Schalke siegte 5:3 nach einem 2:3-Rückstand. Rolf Fuhrmann saß am Spielfeldrand und wusste: Der Schalker Sieg war quasi wertlos, solange es in Hamburg 0:0 stand. Und das tat es. Bis zur 90. Minute, als Sergej Barbarez entwischte zur Hamburger Führung einköpfte. "Der Deutsche Meister heißt Schalke 04", brüllte Premiere-Kommentator Hansi Küpper euphorisch ins Mikro. In Gelsenkirchen schlug die Nachricht vom Tor ein wie eine Bombe.

Dort hatte Schiedsrichter Hartmut Strampe pünktlich abgepfiffen, die Stadiontore waren geöffnet worden und die Zuschauer auf den Rasen geströmt, als sich die frohe Kunde aus Hamburg verbreitete. Ungläubige Verzückung legte sich auf die Gesichter der Fans, Spieler und Funktionäre. Doch war das Spiel in Hamburg zu Ende? Das war unklar, die Videoleinwand blieb schwarz.

Rolf Fuhrmann war währenddessen längst zur Tat geschritten. Er hatte sich Schalkes Teammanager Andreas Müller geschnappt. "Ich habe im Übertragungswagen nachgefragt, ob das Bayern-Spiel schon abgepfiffen sei, bekam aber keine Antwort. Das Spiel in Hamburg ist aus, hieß es überall." Der Reporter ging live auf Sendung. "Es ist zu Ende in Hamburg. Schalke ist Meister", sagte er zu Andreas Müller, der ein HSV-Trikot übergestreift hatte. So wurde Fuhrmann zum Überbringer der falschen Nachricht. "Danke, danke. HSV, ich liebe euch", stammelte Müller.

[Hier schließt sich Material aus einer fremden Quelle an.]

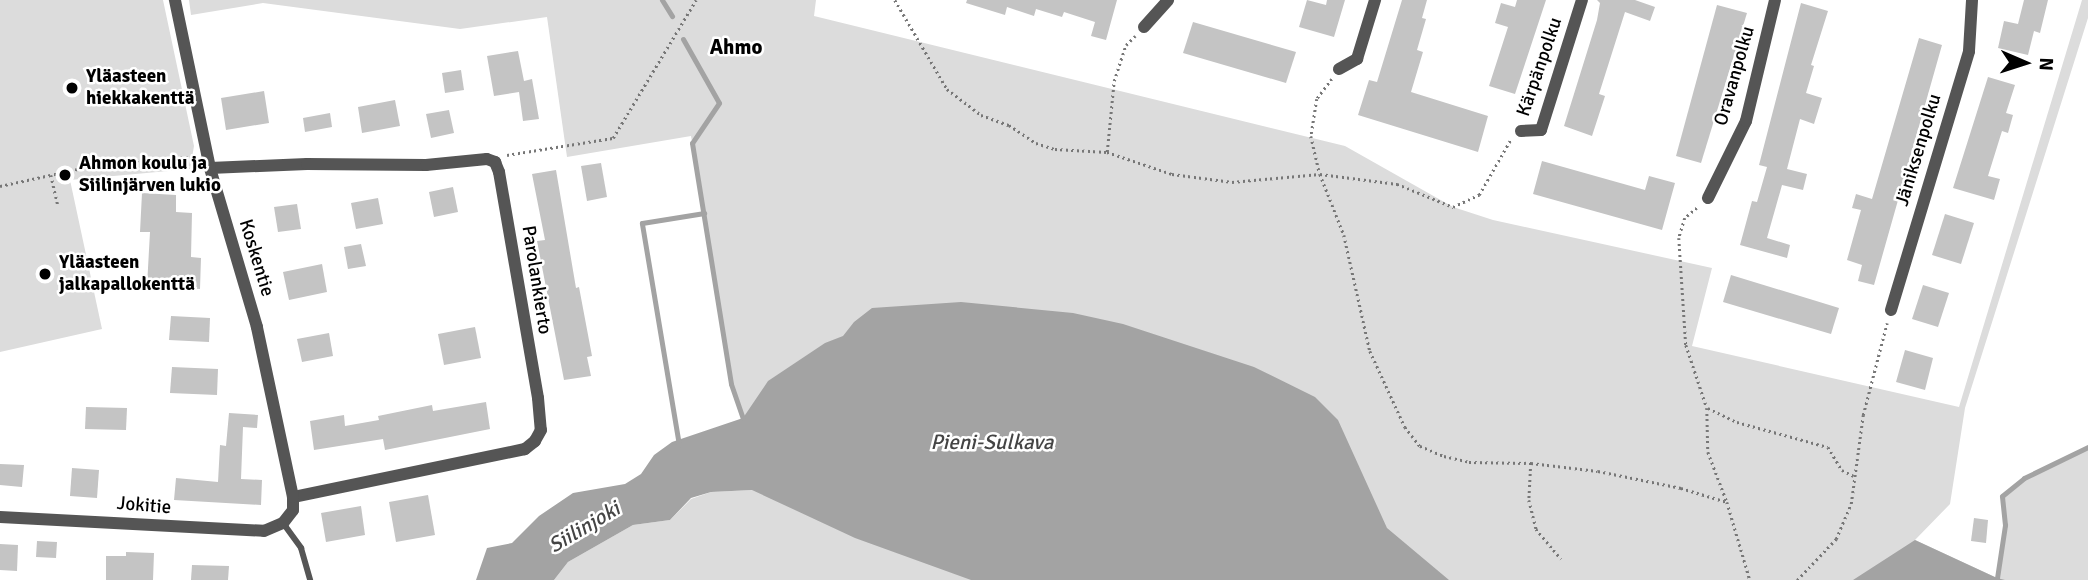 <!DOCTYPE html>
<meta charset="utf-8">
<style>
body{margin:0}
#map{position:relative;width:2088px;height:580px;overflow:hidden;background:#fff;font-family:Signika,sans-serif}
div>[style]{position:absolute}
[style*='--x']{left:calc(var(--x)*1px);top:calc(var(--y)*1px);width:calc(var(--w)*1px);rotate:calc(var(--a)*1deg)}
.green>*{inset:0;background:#dcdcdc}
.water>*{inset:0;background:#a3a3a3}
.stream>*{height:5px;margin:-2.5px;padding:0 2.5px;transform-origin:2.5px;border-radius:2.5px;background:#a3a3a3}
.building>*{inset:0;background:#c4c4c4}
.path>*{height:2.5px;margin-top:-1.25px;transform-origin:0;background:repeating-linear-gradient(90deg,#777 0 2px,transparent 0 5.5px)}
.service>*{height:6px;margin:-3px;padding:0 3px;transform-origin:3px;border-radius:3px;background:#555}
.minor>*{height:12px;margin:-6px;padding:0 6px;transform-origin:6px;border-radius:6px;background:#555}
.dots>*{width:19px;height:19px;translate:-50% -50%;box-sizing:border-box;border:4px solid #fff;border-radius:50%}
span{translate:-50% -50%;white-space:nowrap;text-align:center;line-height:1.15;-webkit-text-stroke:5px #fff;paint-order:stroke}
.street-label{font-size:19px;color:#000}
.poi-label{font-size:19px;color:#000;font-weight:700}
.left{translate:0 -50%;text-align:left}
.neighbourhood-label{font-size:21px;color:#000;font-weight:700}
.water-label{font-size:21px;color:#444;font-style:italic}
.north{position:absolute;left:1990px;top:28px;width:70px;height:70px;-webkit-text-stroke:5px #fff;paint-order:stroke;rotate:93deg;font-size:19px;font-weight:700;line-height:28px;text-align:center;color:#000}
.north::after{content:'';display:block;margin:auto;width:24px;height:32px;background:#000;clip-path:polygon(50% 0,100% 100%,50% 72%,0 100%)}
</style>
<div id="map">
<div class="green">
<div style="clip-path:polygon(0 0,163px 0,194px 146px,190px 169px,70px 180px,102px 329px,0 352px)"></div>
<div style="clip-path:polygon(189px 0,816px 0,814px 16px,1345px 146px,1453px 207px,1493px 220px,1712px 268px,1692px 346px,1959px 407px,2082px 0,2088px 0,2088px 18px,1965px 408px,1950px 504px,1915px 540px,1997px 578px,2005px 525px,2002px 496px,2024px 478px,2088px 447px,2088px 580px,1337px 580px,743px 418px,731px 384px,691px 136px,567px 157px,547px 17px,460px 29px,263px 3px,191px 15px)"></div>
<div style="clip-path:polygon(753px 490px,1315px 580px,554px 580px,568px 562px,633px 525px,670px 520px,691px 499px,711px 492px)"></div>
</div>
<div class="water">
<div style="clip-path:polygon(961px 302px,1073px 313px,1123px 324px,1254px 367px,1315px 397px,1338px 420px,1387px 528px,1449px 580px,971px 580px,855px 538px,752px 490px,711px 492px,691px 498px,670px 520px,633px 525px,568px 562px,554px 580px,476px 580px,487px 548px,512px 543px,539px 516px,573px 493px,625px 484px,641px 474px,654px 455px,672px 442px,743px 418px,768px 381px,825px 343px,843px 336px,854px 322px,872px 308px)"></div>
<div style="clip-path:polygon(1915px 540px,1997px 578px,2005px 580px,1853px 580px)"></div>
</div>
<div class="stream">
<div style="--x:662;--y:0;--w:19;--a:58"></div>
<div style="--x:683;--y:39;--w:73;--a:60.6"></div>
<div style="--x:719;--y:103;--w:48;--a:124"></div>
<div style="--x:692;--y:143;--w:244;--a:80.8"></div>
<div style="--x:731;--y:384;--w:36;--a:71"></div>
<div style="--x:679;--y:445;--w:225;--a:-99.5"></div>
<div style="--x:642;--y:223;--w:63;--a:-9.2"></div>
<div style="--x:1997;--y:578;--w:54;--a:-81.4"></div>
<div style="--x:2005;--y:525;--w:29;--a:-96"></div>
<div style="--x:2002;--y:496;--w:28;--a:-39"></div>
<div style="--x:2024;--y:478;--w:71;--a:-25.8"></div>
</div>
<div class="building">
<div style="clip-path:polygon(967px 0,1117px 0,1106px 40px,1091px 36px,1095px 22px,1064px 12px,1062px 17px,1036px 9px,1034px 16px,1007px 7px,1005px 15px,966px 3px)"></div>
<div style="clip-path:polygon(1307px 0,1326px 5px,1327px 0,1345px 0,1334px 37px,1299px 27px)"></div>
<div style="clip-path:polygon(1402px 0,1427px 0,1422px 18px,1426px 19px,1417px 50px,1423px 52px,1411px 92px,1488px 116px,1478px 152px,1358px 115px,1369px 80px,1377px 82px)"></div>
<div style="clip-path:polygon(1517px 0,1546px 0,1515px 94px,1489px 86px,1508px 27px,1495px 23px,1501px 3px,1515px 7px)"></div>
<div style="clip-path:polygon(1597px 0,1635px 0,1655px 7px,1650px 21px,1625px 12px,1599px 94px,1605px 96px,1592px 136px,1564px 126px,1597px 20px,1600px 3px)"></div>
<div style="clip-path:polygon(2024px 0,2048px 0,2040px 33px,2034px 31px,2028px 55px,1998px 48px,2004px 21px,2018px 24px)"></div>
<div style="clip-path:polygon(1801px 3px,1828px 11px,1811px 65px,1814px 66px,1806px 93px,1822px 98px,1814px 124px,1800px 119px,1787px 169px,1807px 174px,1803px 190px,1782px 185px,1767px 238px,1790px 245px,1787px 258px,1740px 245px,1752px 201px,1757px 202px,1767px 167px,1759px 165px)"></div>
<div style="clip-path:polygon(1717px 5px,1747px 13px,1701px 163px,1676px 156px)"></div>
<div style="clip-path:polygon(1193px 22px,1296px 52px,1286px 83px,1183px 53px)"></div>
<div style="clip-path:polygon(1919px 38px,1942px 45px,1874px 285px,1858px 281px,1862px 265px,1847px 260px,1861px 210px,1852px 208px,1856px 194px,1872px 199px)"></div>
<div style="clip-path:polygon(518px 51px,524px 81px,532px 79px,539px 119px,523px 121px,519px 92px,494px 96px,487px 56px)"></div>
<div style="clip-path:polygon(461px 70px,464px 90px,445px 93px,442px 73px)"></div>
<div style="clip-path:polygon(1988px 77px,2015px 85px,2006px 113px,2013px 115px,2008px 133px,2002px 131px,1988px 176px,2000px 179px,1994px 200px,1953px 188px)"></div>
<div style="clip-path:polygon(264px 91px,269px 123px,226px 130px,221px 98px)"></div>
<div style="clip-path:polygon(395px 100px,400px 126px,362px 133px,358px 107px)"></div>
<div style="clip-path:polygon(449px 110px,454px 133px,431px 138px,426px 114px)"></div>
<div style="clip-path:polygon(330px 113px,332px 127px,305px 132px,303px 118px)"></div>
<div style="clip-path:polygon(1542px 161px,1645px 190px,1649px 176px,1675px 183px,1662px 230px,1533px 194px)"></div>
<div style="clip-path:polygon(601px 163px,607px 197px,587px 201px,581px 166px)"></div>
<div style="clip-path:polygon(556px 170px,576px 288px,579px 287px,592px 356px,587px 357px,591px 376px,564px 380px,537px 241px,545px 240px,532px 174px)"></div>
<div style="clip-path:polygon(453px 187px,458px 212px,434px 217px,429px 192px)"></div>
<div style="clip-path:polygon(142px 193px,176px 195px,176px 212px,192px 213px,191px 257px,201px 258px,200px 289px,147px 286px,150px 232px,140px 232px)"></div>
<div style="clip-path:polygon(378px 198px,383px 224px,356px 229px,351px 203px)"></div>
<div style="clip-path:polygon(297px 204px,301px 229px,278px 232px,274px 207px)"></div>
<div style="clip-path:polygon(1945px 214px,1974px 223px,1961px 264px,1932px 255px)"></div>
<div style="clip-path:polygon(361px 244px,366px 266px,348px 269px,344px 247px)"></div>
<div style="clip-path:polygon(322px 264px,327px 292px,289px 300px,283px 272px)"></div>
<div style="clip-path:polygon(1731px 275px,1839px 308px,1831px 334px,1723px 302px)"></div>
<div style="clip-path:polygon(1923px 285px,1949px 293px,1938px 327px,1912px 319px)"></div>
<div style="clip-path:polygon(171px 316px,210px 318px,209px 342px,169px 340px)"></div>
<div style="clip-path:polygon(475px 327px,481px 358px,444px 365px,438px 334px)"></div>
<div style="clip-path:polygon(329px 333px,333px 356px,302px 362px,297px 339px)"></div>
<div style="clip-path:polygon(1905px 350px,1933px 358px,1925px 390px,1896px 382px)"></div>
<div style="clip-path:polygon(172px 367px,218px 369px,217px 395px,170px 393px)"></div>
<div style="clip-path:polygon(486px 402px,490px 429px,385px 450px,383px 439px,314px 450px,310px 421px,344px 415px,345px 426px,379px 420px,378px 416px,432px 405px,433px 411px)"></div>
<div style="clip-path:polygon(86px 407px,127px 408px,126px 430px,85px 429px)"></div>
<div style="clip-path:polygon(229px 413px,258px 415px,257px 428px,243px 427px,241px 479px,262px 480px,261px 505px,174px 500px,176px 478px,218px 482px,220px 445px,226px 446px)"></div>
<div style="clip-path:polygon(0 464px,24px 465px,22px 487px,0 485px)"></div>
<div style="clip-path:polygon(72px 468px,99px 470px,97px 498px,70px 496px)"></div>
<div style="clip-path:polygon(428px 495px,435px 535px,396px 542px,389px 502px)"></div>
<div style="clip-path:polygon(361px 506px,365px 535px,326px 542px,321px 513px)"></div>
<div style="clip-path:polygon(1974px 518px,1988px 520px,1986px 543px,1971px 541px)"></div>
<div style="clip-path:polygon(37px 541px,57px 542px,56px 558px,36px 557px)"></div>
<div style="clip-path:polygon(0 544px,18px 545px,17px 571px,0 570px)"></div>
<div style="clip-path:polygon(126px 552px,154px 553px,153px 580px,106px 580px,106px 556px,126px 556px)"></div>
<div style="clip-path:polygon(192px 565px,229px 566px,228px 580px,191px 580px)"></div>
</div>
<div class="path">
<div style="--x:895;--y:0;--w:103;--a:59.7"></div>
<div style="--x:947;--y:89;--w:43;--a:37.4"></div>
<div style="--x:981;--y:115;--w:30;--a:20"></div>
<div style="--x:1009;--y:125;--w:32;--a:34"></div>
<div style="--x:1036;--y:143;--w:20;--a:18"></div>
<div style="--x:1055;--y:149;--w:52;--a:3.3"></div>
<div style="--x:1107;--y:152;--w:69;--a:18.7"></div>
<div style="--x:1172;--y:174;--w:61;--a:7.6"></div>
<div style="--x:1232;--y:182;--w:88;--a:-5.2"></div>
<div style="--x:1320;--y:174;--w:66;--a:68.5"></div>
<div style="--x:1344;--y:235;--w:119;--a:77.4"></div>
<div style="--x:1370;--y:351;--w:84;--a:65.3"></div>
<div style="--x:1405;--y:427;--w:24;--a:52"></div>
<div style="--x:1420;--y:446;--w:26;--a:23"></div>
<div style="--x:1444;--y:456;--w:26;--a:13"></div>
<div style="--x:1469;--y:462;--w:62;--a:0.9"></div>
<div style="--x:1531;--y:463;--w:67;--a:6.8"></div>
<div style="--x:1598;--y:471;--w:85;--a:11.6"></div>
<div style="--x:1681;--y:488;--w:48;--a:16.9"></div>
<div style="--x:1727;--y:502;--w:81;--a:73.6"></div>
<div style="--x:1332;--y:79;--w:25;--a:127"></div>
<div style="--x:1317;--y:99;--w:37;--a:99"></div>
<div style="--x:1311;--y:136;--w:39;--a:77"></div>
<div style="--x:1320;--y:174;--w:78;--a:7.4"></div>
<div style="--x:1397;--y:184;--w:61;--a:22.3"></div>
<div style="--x:1453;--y:207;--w:29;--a:-25"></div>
<div style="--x:1479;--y:195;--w:64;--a:-60.3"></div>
<div style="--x:1107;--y:152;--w:71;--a:-84.4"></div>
<div style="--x:1114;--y:81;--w:38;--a:-72"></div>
<div style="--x:1126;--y:45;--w:13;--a:-45"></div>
<div style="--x:507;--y:155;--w:107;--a:-9.1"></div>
<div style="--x:613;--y:138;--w:161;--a:-59"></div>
<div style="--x:51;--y:175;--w:32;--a:77"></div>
<div style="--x:0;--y:186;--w:112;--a:-12.4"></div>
<div style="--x:109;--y:162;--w:84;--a:-3.4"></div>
<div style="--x:1697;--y:208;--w:16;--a:140"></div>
<div style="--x:1685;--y:218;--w:21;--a:107"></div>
<div style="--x:1679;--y:238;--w:107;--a:86.3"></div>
<div style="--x:1686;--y:345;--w:66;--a:71.6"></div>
<div style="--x:1707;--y:408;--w:44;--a:88.7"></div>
<div style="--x:1708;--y:452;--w:53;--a:69.2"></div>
<div style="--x:1708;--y:408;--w:32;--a:26"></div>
<div style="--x:1737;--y:422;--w:94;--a:15.4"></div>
<div style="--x:1828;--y:447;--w:27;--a:59"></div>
<div style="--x:1842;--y:470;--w:13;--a:27"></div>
<div style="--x:1531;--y:463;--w:37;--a:93"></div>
<div style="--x:1529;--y:500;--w:30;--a:76"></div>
<div style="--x:1536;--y:529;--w:39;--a:50"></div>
<div style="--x:1797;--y:580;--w:57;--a:-46.4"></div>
<div style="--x:1836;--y:539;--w:38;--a:-67"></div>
<div style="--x:1851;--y:504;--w:90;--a:-82.3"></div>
<div style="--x:1863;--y:415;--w:95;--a:-75.4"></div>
</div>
<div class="service">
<div style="--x:283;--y:523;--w:31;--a:54"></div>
<div style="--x:301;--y:548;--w:33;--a:74"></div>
</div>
<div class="minor">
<div style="--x:1144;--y:27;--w:36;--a:-48"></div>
<div style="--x:1339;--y:69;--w:21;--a:-29"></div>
<div style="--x:1357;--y:59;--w:62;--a:-73"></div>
<div style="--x:1521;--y:131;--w:20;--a:-3"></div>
<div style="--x:1541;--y:130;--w:136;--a:-72.5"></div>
<div style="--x:210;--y:168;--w:97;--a:-2.4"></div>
<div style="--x:307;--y:164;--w:119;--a:0.5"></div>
<div style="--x:426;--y:165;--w:61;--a:-5.6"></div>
<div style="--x:487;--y:159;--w:9;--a:21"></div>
<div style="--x:495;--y:162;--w:11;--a:68"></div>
<div style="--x:499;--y:172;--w:229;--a:80.2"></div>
<div style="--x:538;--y:398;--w:32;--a:85"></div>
<div style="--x:541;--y:430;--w:13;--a:119"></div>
<div style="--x:535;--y:441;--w:13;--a:141"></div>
<div style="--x:525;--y:449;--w:237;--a:168.3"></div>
<div style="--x:1708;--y:198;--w:86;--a:-63.7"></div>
<div style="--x:1746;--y:121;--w:124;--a:-76.5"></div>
<div style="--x:1891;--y:310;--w:270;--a:-73.2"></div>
<div style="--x:1969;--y:51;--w:51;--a:-86.6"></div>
<div style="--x:0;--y:517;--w:264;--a:3"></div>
<div style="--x:264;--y:531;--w:21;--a:-23"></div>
<div style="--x:283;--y:523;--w:16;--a:-52"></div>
<div style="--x:293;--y:510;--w:13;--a:-90"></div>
<div style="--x:293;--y:497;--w:174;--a:-102"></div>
<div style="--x:257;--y:327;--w:166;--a:-106.5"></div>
<div style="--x:210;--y:168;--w:172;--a:-101.8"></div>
</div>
<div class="dots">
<div style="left:72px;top:88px;background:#000"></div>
<div style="left:65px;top:175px;background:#000"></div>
<div style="left:45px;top:274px;background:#000"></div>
</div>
<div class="street-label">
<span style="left:1540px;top:67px;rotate:-71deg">Kärpänpolku</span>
<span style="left:1735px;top:76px;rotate:-74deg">Oravanpolku</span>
<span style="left:1919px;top:150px;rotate:-73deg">Jäniksenpolku</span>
<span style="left:256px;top:258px;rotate:73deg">Koskentie</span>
<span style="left:536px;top:280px;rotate:81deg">Parolankierto</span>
<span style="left:144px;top:506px;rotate:5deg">Jokitie</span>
</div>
<div class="poi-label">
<span class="left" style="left:86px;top:88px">Yläasteen<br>hiekkakenttä</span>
<span class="left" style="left:79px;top:175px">Ahmon koulu ja<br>Siilinjärven lukio</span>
<span class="left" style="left:59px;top:274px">Yläasteen<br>jalkapallokenttä</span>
</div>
<div class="neighbourhood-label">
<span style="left:736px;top:47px">Ahmo</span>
</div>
<div class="water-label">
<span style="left:992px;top:442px">Pieni-Sulkava</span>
<span style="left:584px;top:527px;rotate:-31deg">Siilinjoki</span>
</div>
<div class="north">N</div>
</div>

Doch kaum war das Kurzinterview beendet, geschah etwas, das sich wie ein Trauma in die Schalker Seele brannte. Die Videotafel sprang an, und die Menge erstarrte. Ein Livebild aus Hamburg flackerte ins Parkstadion. Just hatte HSV-Torwart Mathias Schober einen Rückpass von Tomas Ujfalusi aufgenommen, Schiedsrichter Markus Merk entschied auf indirekten Freistoß für den FC Bayern, zehn Meter vor dem Tor. Schalke war live am TV dabei.

"Alle starrten wie paralysiert auf die Videoleinwand, hielten die Luft an", erinnert sich Fuhrmann, "und dann brachen sie zusammen." Denn der Münchner Patrick Anderson hatte in der vierten Minute der Nachspielzeit den Freistoß zum 1:1 versenkt. Live mussten die Schalker mit ansehen, wie Oliver Kahn über das Spielfeld rannte und die Eckfahne herausrupfte.

"Ich wusste sofort, was los war. Ich war einer der Hauptbeteiligten. Und weil ich im Live-Interview mit Andi Müller gesagt hatte, dass das Spiel aus war, war ich in gewisser Weise das Gesicht dieser Fußball-Tragödie", sagt Fuhrmann. Ein schlechtes Gewissen aber hat er nicht: "Es war eine Verkettung von unglücklichen Umständen."

Seit jenem schicksalhaften Nachmittag im Mai trägt der FC Schalke den Beinamen "Meister der Herzen". Rolf Fuhrmann wird trotz allem stets freundlich begrüßt. "Vielleicht muss man das so sehen: Ohne die Pannen wäre es wohl nie zum verrücktesten Fußballmoment der Geschichte gekommen, was auch schade wäre."